Sind Tränen echt, wenn sie ein Hartz-IV-Empfänger weint, weil er bei DSDS auf dem ersten Platz landet? Ja, natürlich. Doch hat uns das Fernsehen die Freude an diesen Gefühlen gestohlen, indem es die Herrschaft über den richtigen Zeitpunkt übernommen hat.

Über all dem steht nurmehr ein Wesen: das Kind. Es ist die unberührte Insel im Schlamm der gekauften Gefühle, ist wahrhaft, ehrlich und zu keiner geheuchelten Regung fähig. Deshalb zerriss es uns beinahe das Herz, als die kleine Paris am Ende der Trauerfeier für ihren Vater ans Mikrofon trat. Unter Tränen schluchzte sie, dass sie keinen Menschen jemals so geliebt habe wie ihren Vater. Tante Janet hielt das Mikro - eine bereitwillige Assistentin der PR-Maschinerie.

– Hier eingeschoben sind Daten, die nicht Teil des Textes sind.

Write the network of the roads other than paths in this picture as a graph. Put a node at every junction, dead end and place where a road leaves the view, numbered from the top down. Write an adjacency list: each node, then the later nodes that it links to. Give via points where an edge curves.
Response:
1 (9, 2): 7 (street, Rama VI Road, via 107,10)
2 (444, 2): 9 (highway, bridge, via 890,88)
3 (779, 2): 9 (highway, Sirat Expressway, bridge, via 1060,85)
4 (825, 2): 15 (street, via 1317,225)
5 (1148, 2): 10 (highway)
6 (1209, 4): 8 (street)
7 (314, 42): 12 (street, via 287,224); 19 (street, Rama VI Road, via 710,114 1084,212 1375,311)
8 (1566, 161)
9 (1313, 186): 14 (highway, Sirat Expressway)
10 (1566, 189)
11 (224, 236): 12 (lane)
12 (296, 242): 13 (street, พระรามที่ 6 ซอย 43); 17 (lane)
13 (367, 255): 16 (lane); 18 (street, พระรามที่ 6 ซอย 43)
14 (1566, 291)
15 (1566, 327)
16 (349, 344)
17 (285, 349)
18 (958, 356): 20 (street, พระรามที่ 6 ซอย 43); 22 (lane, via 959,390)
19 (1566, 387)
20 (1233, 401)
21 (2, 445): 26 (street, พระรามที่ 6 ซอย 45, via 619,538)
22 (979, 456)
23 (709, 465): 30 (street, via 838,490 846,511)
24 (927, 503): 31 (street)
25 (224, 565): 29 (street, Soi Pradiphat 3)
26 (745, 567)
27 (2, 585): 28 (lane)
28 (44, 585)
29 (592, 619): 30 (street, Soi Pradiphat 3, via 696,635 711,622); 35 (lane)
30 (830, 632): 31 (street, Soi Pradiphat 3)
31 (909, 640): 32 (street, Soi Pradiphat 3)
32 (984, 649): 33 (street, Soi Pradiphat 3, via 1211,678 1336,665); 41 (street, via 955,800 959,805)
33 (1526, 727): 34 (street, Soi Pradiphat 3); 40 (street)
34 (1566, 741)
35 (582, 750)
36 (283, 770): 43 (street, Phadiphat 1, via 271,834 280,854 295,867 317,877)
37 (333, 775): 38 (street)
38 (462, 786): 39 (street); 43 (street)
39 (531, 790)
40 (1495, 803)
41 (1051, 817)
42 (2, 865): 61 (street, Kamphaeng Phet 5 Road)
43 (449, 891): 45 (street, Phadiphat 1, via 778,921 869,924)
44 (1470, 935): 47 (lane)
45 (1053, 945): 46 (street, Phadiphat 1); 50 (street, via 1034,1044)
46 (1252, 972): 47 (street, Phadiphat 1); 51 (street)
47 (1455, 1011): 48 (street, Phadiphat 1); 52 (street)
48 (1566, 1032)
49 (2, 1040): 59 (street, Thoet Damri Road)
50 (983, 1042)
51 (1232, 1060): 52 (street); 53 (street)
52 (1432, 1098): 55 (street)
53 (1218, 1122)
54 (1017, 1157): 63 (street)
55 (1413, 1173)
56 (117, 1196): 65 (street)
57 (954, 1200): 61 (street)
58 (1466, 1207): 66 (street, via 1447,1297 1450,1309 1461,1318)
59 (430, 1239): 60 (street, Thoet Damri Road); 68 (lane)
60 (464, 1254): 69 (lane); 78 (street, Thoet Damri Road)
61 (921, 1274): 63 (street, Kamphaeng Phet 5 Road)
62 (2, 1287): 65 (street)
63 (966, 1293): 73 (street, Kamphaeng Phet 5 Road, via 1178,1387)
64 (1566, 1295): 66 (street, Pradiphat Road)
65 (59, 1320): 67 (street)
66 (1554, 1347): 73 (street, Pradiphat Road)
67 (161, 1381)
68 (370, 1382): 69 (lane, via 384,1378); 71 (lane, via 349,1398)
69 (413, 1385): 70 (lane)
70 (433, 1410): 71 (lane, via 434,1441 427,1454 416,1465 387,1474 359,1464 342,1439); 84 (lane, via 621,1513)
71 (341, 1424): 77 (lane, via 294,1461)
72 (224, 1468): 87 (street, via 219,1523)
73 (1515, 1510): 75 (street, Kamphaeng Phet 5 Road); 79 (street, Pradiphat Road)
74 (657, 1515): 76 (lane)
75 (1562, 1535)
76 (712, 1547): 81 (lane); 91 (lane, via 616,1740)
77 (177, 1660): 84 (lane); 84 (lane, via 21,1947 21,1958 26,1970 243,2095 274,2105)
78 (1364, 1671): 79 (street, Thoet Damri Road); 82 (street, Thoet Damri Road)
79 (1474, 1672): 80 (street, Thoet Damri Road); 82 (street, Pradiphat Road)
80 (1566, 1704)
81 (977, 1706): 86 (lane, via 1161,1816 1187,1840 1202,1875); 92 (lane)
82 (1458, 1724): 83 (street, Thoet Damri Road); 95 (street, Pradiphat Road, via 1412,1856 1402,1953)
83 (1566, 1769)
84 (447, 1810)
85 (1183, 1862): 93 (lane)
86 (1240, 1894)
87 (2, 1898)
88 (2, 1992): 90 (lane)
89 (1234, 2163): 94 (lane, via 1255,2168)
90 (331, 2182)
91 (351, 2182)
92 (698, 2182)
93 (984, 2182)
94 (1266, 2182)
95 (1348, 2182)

Mag sein, dass auch ein elfjähriges Mädchen seine Gefühle bewusst zur Schau stellt, mag sein, dass sie ein bisschen nachgeholfen hat, damit die Tränen im richtigen Moment liefen. Vielleicht auch nicht. Die Heuchelei gipfelte nicht im Weinen dieses Kindes, sondern in dessen Vermarktung. Die Familie Jackson wusste um die Wirkung dieser kindlichen Tränen. In ihrer Reinheit verkörperte das Mädchen, dessen Gesicht bislang stets unter einer Maske verborgen blieb, die Trauer glaubwürdiger, als die versteinerte Miene einer LaToya oder eines Joe Jackson es jemals gekonnt hätte. Wir dürfen nicht vergessen: Mit dem "King of Pop" verliert die Familie ihr medienwirksamstes Zugpferd. Und in Paris bleibt dem Publikum ein Teil von ihm.

Letztendlich geht es nicht um die Frage, ob Tränen echt sind. Sie sind echt, sobald sie den Augenwinkel verlassen, über die Wange und in der Rinne der Nasolabialfalte verschwinden. Um sie zu erzeugen, muss der Mensch ein wie auch immer geartetes Gefühl empfinden. Zur Farce verkommen sie erst in dem Moment, wo die Kamera draufhält und aus dem Gefühl ein Allgemeingut macht. Lange Zeit war das Fernsehen "das Fenster zur Welt". Nun will es "das Fenster zur Seele" sein. Fremdscham ist das einzige Gefühl, das der Betrachter dabei empfinden sollte.